In the previous tutorial, we learnt how to detect, visualize and analyze sub-communities of academic places and colleges. In this tutorial, we will show how we can filter place-based networks in order to trace the formation of alumni networks over time.

Workflow

This tutorial proceeds in four steps:

  1. Split the initial dataset into three time-based samples
  2. Find places in each period
  3. Build networks of places and their transposed versions for each period
  4. Compare time-based networks visually
# load packages

library(tidyverse)
library(igraph)
library(Places)

Sampling

# load data 

aucplaces <- read_delim("Data/aucdata.csv",
delim = ";", escape_double = FALSE, trim_ws = TRUE)
aucplaces <- as.data.frame(aucplaces) 


Based on the periodization defined in the first tutorial, we split the original dataset into three period-based datasets:

# Filter the data by period 

aucp1 <- aucplaces %>% filter(period=="1883-1908") # 94 curricula
aucp2 <- aucplaces %>% filter(period=="1909-1918") # 251 curricula
aucp3 <-   aucplaces %>% filter(period=="1919-1935") # 337 curricula

# Inspect the distribution of students' nationalities in each period 

aucp1 %>% distinct(Name_eng, Nationality) %>% group_by(Nationality) %>% count(sort = TRUE) # 5 Chinese, 1 Japanese, 43 Westerners
aucp2 %>% distinct(Name_eng, Nationality) %>% group_by(Nationality) %>% count(sort = TRUE) # 81 Chinese, 1 Japanese, 66 Westerners
aucp3 %>% distinct(Name_eng, Nationality) %>% group_by(Nationality) %>% count(sort = TRUE) # 148 Chinese, 2 Japanese, 71 Westerners


Next, we apply the function “places” to each time period:

Phase 1: 1883-1908

resultp1 <- places(aucp1, "Name_eng", "University") 

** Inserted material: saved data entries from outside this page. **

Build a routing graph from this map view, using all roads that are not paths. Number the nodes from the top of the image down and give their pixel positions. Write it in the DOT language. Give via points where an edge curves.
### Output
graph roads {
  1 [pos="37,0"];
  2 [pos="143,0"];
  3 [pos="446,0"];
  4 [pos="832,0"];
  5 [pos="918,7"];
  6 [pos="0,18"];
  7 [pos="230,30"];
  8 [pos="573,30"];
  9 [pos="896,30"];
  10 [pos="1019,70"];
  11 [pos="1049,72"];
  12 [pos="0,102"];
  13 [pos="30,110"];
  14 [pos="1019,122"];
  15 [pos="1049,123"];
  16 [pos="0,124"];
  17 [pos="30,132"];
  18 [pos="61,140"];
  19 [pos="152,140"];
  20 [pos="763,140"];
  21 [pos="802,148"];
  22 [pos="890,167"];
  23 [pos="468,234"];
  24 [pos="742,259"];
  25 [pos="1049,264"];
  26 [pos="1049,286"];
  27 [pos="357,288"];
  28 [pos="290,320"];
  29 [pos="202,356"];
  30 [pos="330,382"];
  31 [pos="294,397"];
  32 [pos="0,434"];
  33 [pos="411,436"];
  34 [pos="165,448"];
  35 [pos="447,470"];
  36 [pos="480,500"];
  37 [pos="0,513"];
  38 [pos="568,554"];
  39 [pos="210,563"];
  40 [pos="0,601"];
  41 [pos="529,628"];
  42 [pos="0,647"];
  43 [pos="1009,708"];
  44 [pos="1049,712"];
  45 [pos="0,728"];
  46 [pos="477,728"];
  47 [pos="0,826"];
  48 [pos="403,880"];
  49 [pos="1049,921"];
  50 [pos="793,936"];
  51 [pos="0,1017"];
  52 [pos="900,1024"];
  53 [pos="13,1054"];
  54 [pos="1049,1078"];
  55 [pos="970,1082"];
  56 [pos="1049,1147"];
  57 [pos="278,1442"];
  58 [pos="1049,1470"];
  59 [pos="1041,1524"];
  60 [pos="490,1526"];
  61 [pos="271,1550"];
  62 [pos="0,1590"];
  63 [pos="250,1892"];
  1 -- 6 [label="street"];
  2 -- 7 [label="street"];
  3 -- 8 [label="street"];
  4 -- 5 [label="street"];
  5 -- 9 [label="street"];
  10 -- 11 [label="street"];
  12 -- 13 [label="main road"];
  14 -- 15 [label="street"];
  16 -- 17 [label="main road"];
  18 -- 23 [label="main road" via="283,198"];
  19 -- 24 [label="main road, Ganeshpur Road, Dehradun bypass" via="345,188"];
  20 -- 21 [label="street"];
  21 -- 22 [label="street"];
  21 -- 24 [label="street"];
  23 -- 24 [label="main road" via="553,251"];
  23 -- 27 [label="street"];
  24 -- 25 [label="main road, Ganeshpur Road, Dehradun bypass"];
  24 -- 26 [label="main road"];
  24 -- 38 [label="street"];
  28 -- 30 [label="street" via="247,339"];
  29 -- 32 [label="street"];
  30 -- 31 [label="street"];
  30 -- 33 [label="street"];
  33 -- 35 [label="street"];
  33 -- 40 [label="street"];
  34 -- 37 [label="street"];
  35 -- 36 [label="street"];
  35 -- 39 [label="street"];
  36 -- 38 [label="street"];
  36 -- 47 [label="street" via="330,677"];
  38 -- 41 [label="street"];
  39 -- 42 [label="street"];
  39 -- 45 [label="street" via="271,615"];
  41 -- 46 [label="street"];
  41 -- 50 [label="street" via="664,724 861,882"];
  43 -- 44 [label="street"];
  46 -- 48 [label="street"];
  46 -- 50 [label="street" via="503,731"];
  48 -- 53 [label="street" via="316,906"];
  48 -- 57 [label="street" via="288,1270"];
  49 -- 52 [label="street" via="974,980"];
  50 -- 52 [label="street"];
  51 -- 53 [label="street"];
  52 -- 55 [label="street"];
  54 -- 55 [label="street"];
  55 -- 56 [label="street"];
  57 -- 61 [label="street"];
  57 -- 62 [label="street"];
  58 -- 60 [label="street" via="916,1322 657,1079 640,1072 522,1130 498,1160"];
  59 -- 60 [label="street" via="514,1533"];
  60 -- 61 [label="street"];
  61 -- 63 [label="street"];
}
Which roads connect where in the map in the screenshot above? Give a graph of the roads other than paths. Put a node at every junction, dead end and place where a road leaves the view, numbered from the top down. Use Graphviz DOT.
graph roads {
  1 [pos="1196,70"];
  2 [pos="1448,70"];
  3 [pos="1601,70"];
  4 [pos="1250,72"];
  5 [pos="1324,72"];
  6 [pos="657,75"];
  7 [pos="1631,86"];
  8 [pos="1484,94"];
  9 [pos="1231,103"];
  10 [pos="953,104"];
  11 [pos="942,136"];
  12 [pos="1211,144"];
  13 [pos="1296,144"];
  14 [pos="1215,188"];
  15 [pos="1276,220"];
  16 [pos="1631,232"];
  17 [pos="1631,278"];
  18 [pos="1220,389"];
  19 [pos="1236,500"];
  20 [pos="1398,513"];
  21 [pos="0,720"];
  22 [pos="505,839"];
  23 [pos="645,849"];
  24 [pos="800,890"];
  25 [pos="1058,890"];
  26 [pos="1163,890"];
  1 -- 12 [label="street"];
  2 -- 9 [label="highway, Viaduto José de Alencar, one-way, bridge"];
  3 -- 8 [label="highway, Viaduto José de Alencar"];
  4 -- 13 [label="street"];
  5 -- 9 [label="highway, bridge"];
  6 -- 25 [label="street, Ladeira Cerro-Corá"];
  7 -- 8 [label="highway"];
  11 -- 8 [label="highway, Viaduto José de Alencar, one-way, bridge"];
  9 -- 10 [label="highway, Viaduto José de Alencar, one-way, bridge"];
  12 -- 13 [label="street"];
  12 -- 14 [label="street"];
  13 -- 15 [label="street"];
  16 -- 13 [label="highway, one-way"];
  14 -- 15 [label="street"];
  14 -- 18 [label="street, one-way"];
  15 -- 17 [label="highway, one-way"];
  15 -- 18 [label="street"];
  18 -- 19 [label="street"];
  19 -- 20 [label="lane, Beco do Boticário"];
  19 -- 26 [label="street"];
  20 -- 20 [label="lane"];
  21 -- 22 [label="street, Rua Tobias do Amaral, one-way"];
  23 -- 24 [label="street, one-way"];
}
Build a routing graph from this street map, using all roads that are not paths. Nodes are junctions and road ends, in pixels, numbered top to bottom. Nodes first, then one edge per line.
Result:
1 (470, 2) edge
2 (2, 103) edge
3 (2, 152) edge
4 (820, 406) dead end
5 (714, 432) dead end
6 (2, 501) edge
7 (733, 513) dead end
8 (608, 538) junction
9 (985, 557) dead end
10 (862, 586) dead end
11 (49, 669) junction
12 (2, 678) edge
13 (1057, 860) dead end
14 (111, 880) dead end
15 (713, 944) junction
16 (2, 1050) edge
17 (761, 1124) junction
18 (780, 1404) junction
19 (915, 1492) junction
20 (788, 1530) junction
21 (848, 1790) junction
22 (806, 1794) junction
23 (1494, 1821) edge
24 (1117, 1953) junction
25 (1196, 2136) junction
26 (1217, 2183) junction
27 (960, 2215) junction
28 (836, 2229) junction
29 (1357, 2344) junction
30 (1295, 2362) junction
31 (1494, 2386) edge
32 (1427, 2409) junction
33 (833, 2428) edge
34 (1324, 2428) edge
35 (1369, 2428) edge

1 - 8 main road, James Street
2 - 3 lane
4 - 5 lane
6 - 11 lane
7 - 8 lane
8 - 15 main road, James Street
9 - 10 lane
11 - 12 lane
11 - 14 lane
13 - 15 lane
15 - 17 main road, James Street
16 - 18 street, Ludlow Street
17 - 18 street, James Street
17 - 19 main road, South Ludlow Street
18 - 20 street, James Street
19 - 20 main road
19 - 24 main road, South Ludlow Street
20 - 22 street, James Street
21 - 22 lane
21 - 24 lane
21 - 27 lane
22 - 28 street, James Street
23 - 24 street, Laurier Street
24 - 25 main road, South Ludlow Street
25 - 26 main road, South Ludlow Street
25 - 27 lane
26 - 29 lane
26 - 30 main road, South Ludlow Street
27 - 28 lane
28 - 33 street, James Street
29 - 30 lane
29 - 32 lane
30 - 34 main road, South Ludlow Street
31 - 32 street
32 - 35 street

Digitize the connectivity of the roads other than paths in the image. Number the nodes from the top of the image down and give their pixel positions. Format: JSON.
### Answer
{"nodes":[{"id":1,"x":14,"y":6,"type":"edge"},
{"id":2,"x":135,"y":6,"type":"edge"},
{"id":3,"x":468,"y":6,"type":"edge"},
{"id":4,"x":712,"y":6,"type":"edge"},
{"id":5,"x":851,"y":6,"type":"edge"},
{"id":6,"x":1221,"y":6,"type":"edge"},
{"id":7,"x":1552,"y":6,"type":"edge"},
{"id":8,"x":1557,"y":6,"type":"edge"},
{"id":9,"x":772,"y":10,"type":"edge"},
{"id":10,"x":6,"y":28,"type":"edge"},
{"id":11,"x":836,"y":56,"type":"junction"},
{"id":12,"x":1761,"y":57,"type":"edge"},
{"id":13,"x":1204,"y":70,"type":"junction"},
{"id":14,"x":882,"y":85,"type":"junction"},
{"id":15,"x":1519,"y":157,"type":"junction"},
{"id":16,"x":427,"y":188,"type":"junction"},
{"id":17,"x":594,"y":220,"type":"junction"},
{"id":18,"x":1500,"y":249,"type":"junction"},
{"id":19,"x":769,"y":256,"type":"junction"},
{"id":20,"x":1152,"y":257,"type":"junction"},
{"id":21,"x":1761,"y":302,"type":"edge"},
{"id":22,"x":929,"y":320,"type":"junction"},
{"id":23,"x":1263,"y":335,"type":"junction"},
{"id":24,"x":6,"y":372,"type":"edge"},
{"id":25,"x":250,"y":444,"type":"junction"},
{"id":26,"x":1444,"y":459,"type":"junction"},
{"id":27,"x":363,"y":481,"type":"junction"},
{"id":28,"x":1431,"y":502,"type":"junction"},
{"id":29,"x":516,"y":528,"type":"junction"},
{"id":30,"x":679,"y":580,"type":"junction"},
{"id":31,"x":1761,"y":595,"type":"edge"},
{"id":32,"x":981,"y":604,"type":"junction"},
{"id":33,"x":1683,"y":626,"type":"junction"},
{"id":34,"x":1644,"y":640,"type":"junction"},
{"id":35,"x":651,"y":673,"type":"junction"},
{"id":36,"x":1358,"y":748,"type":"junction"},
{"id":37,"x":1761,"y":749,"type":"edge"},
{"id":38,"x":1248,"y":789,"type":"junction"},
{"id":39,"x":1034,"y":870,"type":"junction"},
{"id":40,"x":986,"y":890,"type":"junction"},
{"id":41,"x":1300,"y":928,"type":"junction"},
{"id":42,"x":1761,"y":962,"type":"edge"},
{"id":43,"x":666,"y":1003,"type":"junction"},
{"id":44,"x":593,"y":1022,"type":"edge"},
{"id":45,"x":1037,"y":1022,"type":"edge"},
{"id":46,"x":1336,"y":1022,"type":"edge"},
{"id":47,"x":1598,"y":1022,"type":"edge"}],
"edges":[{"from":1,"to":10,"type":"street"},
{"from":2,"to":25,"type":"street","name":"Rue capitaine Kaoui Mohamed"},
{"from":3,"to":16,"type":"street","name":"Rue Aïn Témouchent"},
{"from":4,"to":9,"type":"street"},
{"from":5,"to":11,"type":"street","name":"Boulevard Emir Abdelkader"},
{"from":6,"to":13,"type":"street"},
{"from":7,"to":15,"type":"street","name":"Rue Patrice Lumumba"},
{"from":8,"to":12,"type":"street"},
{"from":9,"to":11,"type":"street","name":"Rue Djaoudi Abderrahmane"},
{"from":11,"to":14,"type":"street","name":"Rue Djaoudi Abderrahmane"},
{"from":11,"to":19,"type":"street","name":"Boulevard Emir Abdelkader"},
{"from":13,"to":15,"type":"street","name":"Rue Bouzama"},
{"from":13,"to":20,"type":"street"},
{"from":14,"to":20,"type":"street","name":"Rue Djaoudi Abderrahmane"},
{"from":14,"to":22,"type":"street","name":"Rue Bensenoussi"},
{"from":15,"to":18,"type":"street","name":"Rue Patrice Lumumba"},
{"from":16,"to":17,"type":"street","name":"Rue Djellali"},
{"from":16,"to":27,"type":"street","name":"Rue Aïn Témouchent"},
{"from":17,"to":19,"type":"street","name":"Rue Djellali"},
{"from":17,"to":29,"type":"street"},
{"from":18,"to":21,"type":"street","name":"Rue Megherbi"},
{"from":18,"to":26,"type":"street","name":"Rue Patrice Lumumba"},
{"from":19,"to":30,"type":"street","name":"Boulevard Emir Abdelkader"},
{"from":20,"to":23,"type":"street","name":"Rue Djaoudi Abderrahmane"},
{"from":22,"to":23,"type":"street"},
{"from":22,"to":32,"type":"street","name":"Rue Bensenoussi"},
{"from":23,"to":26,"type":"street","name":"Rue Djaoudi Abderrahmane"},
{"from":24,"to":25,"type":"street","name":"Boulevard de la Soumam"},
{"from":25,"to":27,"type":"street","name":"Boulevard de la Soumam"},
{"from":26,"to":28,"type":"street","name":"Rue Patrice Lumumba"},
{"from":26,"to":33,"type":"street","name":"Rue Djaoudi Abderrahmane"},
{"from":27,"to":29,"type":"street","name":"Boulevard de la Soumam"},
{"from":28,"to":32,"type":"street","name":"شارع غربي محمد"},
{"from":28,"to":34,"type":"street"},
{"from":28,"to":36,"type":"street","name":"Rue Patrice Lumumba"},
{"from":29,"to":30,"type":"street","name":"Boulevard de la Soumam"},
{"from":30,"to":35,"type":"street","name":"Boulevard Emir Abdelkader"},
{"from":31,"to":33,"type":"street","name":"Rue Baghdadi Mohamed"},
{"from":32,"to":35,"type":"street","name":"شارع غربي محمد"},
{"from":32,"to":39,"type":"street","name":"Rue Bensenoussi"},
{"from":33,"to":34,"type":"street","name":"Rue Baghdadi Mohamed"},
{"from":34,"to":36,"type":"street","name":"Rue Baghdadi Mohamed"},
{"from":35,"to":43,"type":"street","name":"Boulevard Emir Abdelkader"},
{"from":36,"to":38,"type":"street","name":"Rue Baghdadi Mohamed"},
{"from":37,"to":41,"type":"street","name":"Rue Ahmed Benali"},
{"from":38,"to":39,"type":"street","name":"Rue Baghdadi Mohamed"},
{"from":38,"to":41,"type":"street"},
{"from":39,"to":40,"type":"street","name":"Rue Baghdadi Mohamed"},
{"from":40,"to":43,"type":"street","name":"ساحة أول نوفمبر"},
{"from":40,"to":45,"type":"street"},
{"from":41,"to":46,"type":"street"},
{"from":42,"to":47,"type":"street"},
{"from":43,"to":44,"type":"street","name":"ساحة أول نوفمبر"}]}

From the original population of 49 students and 49 universities, the algorithm found 42 places (academic trajectories). As in the first tutorial, we create a dataframe in order to examine the resulting places in more detail:

resultp1df <- as.data.frame(resultp1$PlacesData) # create dataframe from list of results
kable(head(resultp1df), caption = "The 6 first places during the first period (1883-1908)") %>%
  kable_styling(full_width = F, position = "left")
The 6 first places during the first period (1883-1908)
PlaceNumber PlaceLabel NbElements NbSets PlaceDetail
1 P01(1-4) 1 4 {Pott_Francis L. Hawks} - {Columbia;General Theological Seminary;Trinity;University of Edinburgh}
2 P02(1-3) 1 3 {Fong_F. Sec} - {California;Columbia;Pomona}
3 P03(1-3) 1 3 {Helmick_Milton J.} - {Colorado;Denver;Stanford}
4 P04(1-3) 1 3 {Hylbert_L.C.} - {Bucknell;Columbia;Crozen Theological Seminary}
5 P05(1-2) 1 2 {Arnold_Julean} - {California;St. John’s University}
6 P06(1-2) 1 2 {Bassett_Arthur} - {Missouri State;Washington, St. Louis}


Before 1908, there were only 4 places involving more than one student, with a maximum of four (Princeton). Foreign students clearly dominated. We found only one place - P26(3-1) - which included a Chinese student (Yung Wing’s son, Barlett Yung). According to the classification we devised in the first tutorial, these places presented a potential for shared academic experience and culture (TYPE D). None on them implied actual interaction, since the students attended the same colleges but at different times:

np1el <- resultp1df %>% filter(NbElements >1) 
kable(head(np1el), caption = "The 4 multi-student places during the first period (1883-1908)") %>%
  kable_styling(full_width = F, position = "left")
The 4 multi-student places during the first period (1883-1908)
PlaceNumber PlaceLabel NbElements NbSets PlaceDetail
25 P25(4-1) 4 1 {Belknap_W.C.;Daub_W.H.;Ely_J.A.;Hoyt_Lansing} - {Princeton}
26 P26(3-1) 3 1 {Murphy_H.K.;Throop_Montgomery;Yung_Barlett G.} - {Yale}
27 P27(2-1) 2 1 {Baker_John Earl;Hager_A.R.} - {Wisconsin}
28 P28(2-1) 2 1 {Sawyer_John B.;Service_Robert R.} - {California}


Twenty-four students attended more than one university, with a maximum of 4 (the missionary Francis L. Hawks Pott, P01(1-4))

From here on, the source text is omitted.